Hose Blowout Knocks Sense Into Vacationing Diver
By Bob Sterner
My trip to Fiji from New York had taken months of planning and 18 hours in a plane. All gear; regulators, BC, camera, lights and their backups; had been serviced ahead of schedule to make certain they would not let me down. The planning did pay off. I didn't even need a backup snorkel keeper on my two week trip.
All the backups doubled the weight of my luggage, which I hand carried onto jets, prop-driven island hoppers and dive boats, but it just added to my sense of security. I turned down offers to help tote the heavy gearbag from local operators, who are accustomed to doing everything for their guests. Like most divers who regularly visit the cold, dark waters of the East Coast, I prefer to handle and set up my own gear. Operators were generally tolerant of this personal foible until the last day.

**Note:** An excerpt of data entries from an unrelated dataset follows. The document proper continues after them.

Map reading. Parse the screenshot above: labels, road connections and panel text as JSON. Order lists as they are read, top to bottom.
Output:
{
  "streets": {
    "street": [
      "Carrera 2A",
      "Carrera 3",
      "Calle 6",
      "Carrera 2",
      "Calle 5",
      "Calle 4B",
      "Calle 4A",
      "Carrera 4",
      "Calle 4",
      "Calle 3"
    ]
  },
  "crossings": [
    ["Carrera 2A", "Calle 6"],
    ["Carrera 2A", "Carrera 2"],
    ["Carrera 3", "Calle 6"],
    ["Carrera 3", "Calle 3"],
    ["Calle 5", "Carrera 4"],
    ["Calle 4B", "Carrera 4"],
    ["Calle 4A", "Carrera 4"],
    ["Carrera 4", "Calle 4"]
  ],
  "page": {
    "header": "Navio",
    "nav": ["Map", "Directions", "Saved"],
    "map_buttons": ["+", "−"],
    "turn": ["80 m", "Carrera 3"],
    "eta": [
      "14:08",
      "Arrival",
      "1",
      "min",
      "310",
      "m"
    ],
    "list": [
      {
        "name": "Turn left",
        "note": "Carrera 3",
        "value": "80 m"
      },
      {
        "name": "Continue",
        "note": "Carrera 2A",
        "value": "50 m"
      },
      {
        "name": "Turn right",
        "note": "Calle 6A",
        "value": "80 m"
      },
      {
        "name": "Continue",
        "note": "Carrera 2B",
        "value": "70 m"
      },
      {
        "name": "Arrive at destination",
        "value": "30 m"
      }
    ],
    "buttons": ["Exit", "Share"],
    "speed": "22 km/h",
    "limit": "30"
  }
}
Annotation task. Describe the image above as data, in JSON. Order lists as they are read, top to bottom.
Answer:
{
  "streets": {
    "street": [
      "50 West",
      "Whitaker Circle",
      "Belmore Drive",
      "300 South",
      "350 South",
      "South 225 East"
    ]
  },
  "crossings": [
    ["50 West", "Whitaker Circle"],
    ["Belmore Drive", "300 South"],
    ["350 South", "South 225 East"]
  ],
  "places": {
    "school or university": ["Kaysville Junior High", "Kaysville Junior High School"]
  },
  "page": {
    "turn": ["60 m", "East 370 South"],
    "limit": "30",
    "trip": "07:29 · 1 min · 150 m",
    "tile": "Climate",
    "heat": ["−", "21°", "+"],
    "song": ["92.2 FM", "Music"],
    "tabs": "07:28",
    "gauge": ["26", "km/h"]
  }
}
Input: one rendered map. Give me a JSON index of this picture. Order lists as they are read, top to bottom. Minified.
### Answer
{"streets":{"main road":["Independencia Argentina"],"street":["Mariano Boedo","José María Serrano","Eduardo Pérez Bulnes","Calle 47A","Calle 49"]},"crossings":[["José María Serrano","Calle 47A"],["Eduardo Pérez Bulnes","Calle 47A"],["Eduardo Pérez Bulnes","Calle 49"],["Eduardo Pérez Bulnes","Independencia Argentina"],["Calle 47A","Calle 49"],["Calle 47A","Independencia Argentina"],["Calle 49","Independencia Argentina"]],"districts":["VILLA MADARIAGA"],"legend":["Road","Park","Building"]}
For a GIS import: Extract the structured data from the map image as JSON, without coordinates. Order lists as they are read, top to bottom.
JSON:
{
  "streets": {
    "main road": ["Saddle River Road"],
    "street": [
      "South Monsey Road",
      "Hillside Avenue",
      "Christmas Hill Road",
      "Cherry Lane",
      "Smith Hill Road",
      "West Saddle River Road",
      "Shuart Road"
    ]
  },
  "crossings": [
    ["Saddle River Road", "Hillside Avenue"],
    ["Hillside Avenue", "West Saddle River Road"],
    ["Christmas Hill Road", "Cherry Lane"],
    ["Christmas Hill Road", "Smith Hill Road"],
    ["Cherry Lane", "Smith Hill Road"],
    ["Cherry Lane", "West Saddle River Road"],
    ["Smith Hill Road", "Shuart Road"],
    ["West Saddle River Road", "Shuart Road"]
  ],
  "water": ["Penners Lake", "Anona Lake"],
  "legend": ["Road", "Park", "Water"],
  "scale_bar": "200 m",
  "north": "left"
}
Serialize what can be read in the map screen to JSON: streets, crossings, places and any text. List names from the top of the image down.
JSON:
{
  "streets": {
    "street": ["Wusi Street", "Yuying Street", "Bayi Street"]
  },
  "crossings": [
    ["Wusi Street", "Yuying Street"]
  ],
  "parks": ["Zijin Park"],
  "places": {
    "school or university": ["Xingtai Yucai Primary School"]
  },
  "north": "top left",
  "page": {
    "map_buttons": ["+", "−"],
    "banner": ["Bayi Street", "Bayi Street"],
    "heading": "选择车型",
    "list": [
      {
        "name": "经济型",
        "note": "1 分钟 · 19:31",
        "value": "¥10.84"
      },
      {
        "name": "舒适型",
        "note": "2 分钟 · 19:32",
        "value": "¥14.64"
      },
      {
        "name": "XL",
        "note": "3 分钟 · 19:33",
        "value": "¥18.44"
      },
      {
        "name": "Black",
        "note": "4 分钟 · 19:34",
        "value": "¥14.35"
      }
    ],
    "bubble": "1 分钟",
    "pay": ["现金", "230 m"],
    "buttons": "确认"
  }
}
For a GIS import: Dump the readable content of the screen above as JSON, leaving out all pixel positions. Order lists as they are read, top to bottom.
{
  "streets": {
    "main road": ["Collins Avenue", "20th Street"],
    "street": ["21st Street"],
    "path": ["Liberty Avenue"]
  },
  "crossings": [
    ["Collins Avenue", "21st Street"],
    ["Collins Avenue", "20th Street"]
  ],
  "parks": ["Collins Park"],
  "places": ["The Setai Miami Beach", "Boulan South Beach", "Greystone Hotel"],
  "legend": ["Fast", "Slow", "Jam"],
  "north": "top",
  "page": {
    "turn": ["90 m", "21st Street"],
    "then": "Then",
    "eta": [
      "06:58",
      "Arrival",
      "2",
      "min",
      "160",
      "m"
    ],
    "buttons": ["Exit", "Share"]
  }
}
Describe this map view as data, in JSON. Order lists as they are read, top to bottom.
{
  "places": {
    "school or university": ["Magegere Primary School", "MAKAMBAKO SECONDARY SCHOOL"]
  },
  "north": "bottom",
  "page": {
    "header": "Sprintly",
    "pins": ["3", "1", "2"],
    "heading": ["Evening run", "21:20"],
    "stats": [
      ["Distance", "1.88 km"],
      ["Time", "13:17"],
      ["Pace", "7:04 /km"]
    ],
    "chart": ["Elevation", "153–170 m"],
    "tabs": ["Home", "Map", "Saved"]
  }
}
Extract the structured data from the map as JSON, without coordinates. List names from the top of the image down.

'Guests don't handle anything here, it's against the rules,' a mate cooed. Not wishing to press the point, I gave in to a little luxury. Why not enjoy the service the touring masses have come to expect. After all, isn't this a holiday? Relax. Enjoy.
The next time I saw my gear, it was on the bottom of a cart of dive bags stacked four deep and topped with a few rebreathers. It was all set up for me on board the boat, however, and worked fine on the first dive, much to my relief. I relaxed in the glow of a glorious dive as we headed back to shore just ahead of an approaching stormfront.
A sprinkle turned into a steady drizzle during lunch and some guests canceled their afternoon dive. This late summer shower didn't dampen the enthusiasm of everyone, though. There were enough divers to persuade the captain to take the boat out. Why should we be afraid of a little rain? Besides I'd been searching for a Crown of Thorns starfish all week. I'd seen the effects of the coral eating creature but had yet to record one on film. This outing was my last chance before leaving for home.
Gold Nuggets Reef has a rocky base of corals that looks a little battered. I was curious to know if this was owing to abuse by waves and visiting divers or a Crown of Thorns incursion, so I set out to find answer, searching the reef's crevices with my flashlight. This investigative work takes time, so I trailed the pack of divers by about 40 feet. I was thinking about this departure from the customary buddy system, (unfortunately, my dive buddy couldn't make the trip), and about the 'same ocean, same day' attitude of some New York divers, when POW! A powerful blast rocked my head to my chest, forcing me to spit out my regulator and half my air. My ears were ringing just slightly less than the roar of air gushing out behind me.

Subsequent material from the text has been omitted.